--- Data for processing ---

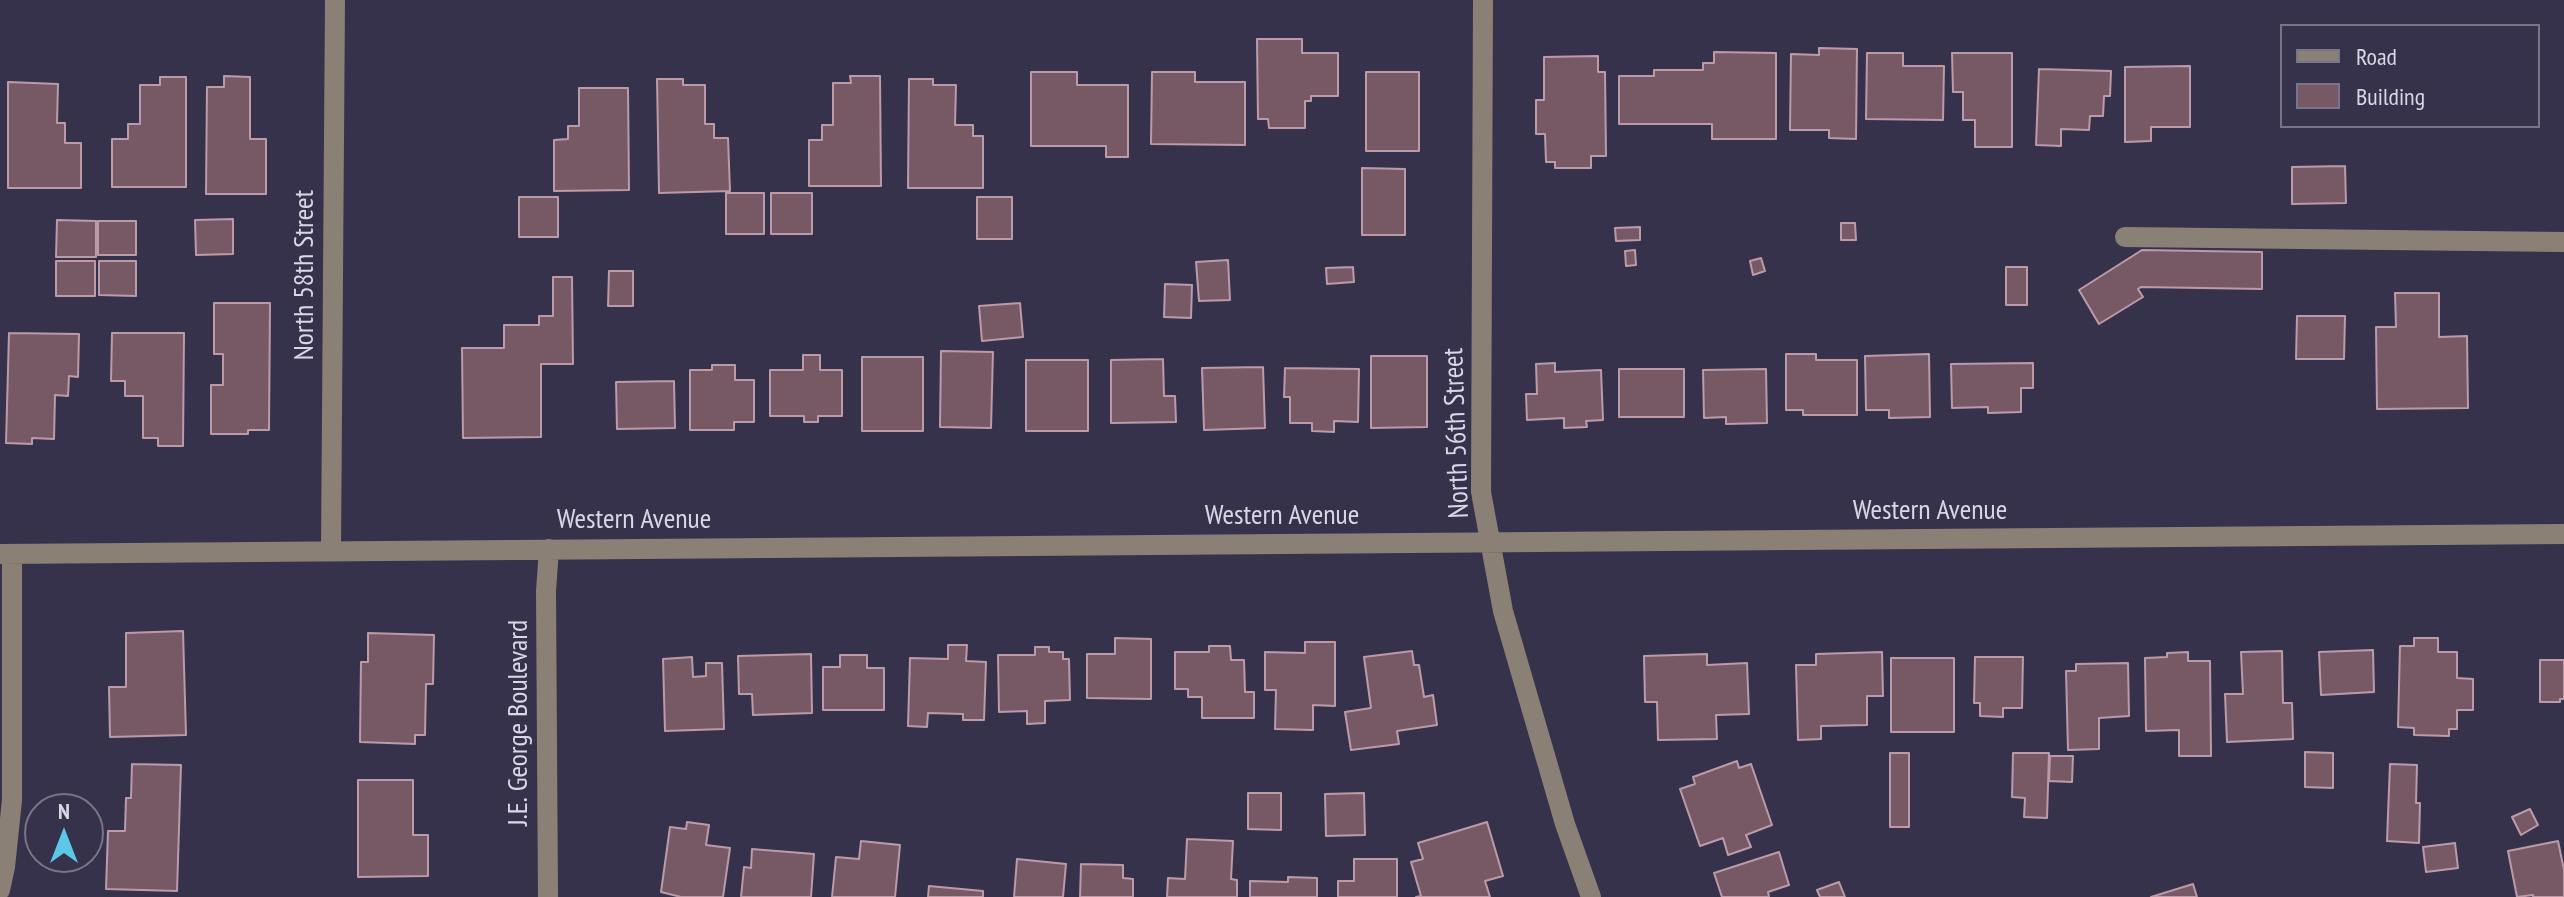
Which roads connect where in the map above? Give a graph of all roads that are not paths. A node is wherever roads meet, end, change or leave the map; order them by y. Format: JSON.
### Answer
{"nodes":[{"id":1,"x":335,"y":0,"type":"edge"},
{"id":2,"x":1483,"y":0,"type":"edge"},
{"id":3,"x":2125,"y":237,"type":"dead end"},
{"id":4,"x":2564,"y":242,"type":"edge"},
{"id":5,"x":2564,"y":534,"type":"edge"},
{"id":6,"x":1490,"y":542,"type":"junction"},
{"id":7,"x":549,"y":549,"type":"junction"},
{"id":8,"x":331,"y":551,"type":"junction"},
{"id":9,"x":6,"y":554,"type":"edge"},
{"id":10,"x":0,"y":890,"type":"edge"},
{"id":11,"x":548,"y":897,"type":"edge"},
{"id":12,"x":1591,"y":897,"type":"edge"}],
"edges":[{"from":1,"to":8,"type":"street","name":"North 58th Street"},
{"from":2,"to":6,"type":"street","name":"North 56th Street"},
{"from":3,"to":4,"type":"street"},
{"from":5,"to":6,"type":"street","name":"Western Avenue"},
{"from":6,"to":7,"type":"street","name":"Western Avenue"},
{"from":6,"to":12,"type":"street","name":"North 56th Street"},
{"from":7,"to":8,"type":"street","name":"Western Avenue"},
{"from":7,"to":11,"type":"street","name":"J.E. George Boulevard"},
{"from":8,"to":9,"type":"street","name":"Western Avenue"},
{"from":9,"to":10,"type":"street"}]}
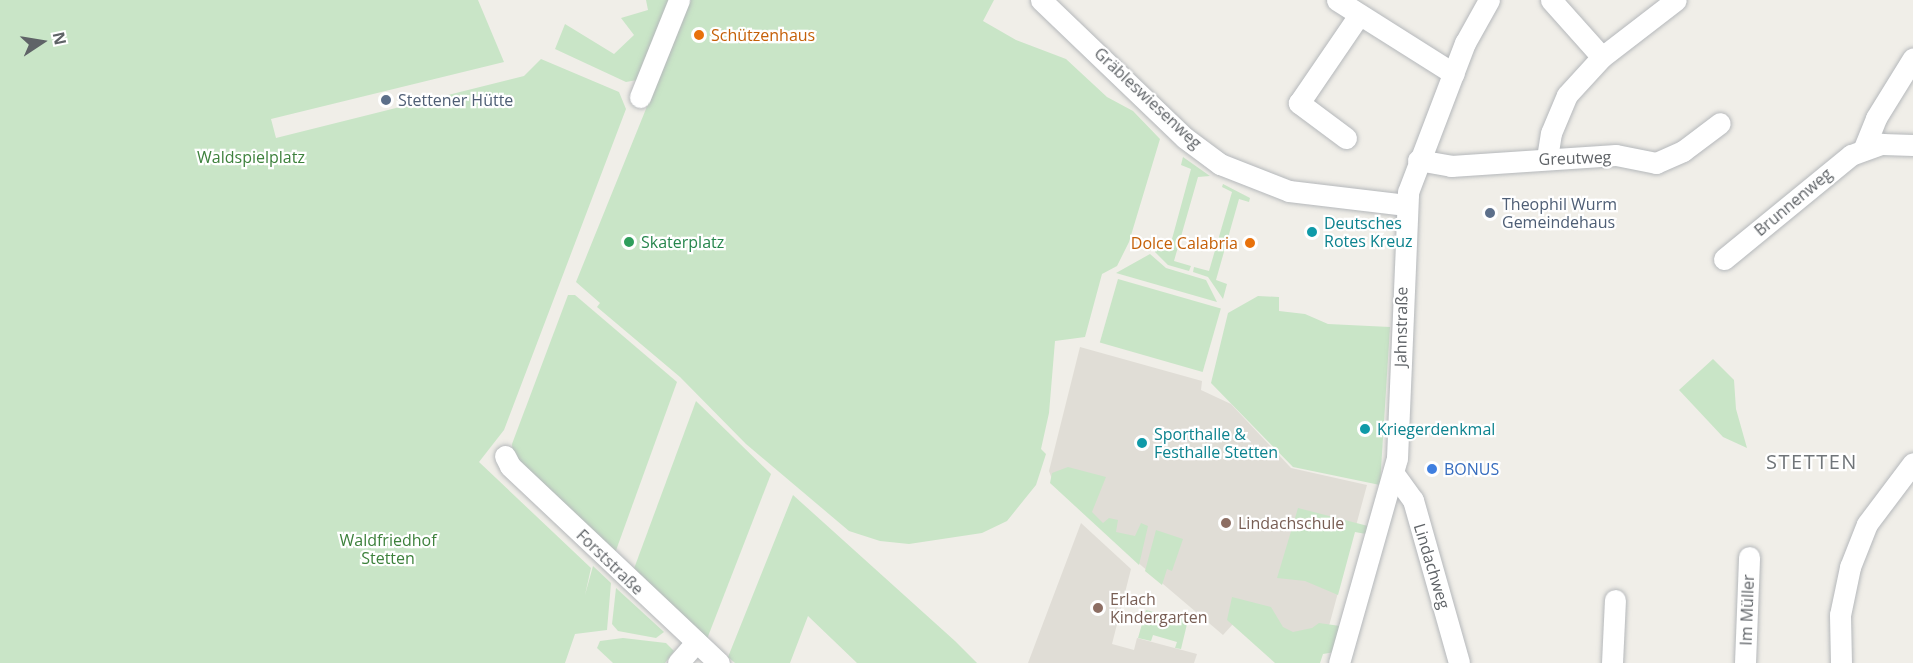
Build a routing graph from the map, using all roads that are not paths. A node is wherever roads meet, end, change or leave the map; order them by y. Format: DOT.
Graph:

---

Exact wording is required throughout: write out all the records, but no pictures.

Which roads connect where in the map above? Give a graph of all roads that are not paths. A node is wherever roads meet, end, change or leave the map; order them by y. Format: JSON.
### Answer
{"nodes":[{"id":1,"x":335,"y":0,"type":"edge"},
{"id":2,"x":1483,"y":0,"type":"edge"},
{"id":3,"x":2125,"y":237,"type":"dead end"},
{"id":4,"x":2564,"y":242,"type":"edge"},
{"id":5,"x":2564,"y":534,"type":"edge"},
{"id":6,"x":1490,"y":542,"type":"junction"},
{"id":7,"x":549,"y":549,"type":"junction"},
{"id":8,"x":331,"y":551,"type":"junction"},
{"id":9,"x":6,"y":554,"type":"edge"},
{"id":10,"x":0,"y":890,"type":"edge"},
{"id":11,"x":548,"y":897,"type":"edge"},
{"id":12,"x":1591,"y":897,"type":"edge"}],
"edges":[{"from":1,"to":8,"type":"street","name":"North 58th Street"},
{"from":2,"to":6,"type":"street","name":"North 56th Street"},
{"from":3,"to":4,"type":"street"},
{"from":5,"to":6,"type":"street","name":"Western Avenue"},
{"from":6,"to":7,"type":"street","name":"Western Avenue"},
{"from":6,"to":12,"type":"street","name":"North 56th Street"},
{"from":7,"to":8,"type":"street","name":"Western Avenue"},
{"from":7,"to":11,"type":"street","name":"J.E. George Boulevard"},
{"from":8,"to":9,"type":"street","name":"Western Avenue"},
{"from":9,"to":10,"type":"street"}]}
Build a routing graph from the map, using all roads that are not paths. A node is wherever roads meet, end, change or leave the map; order them by y. Format: DOT.
Graph:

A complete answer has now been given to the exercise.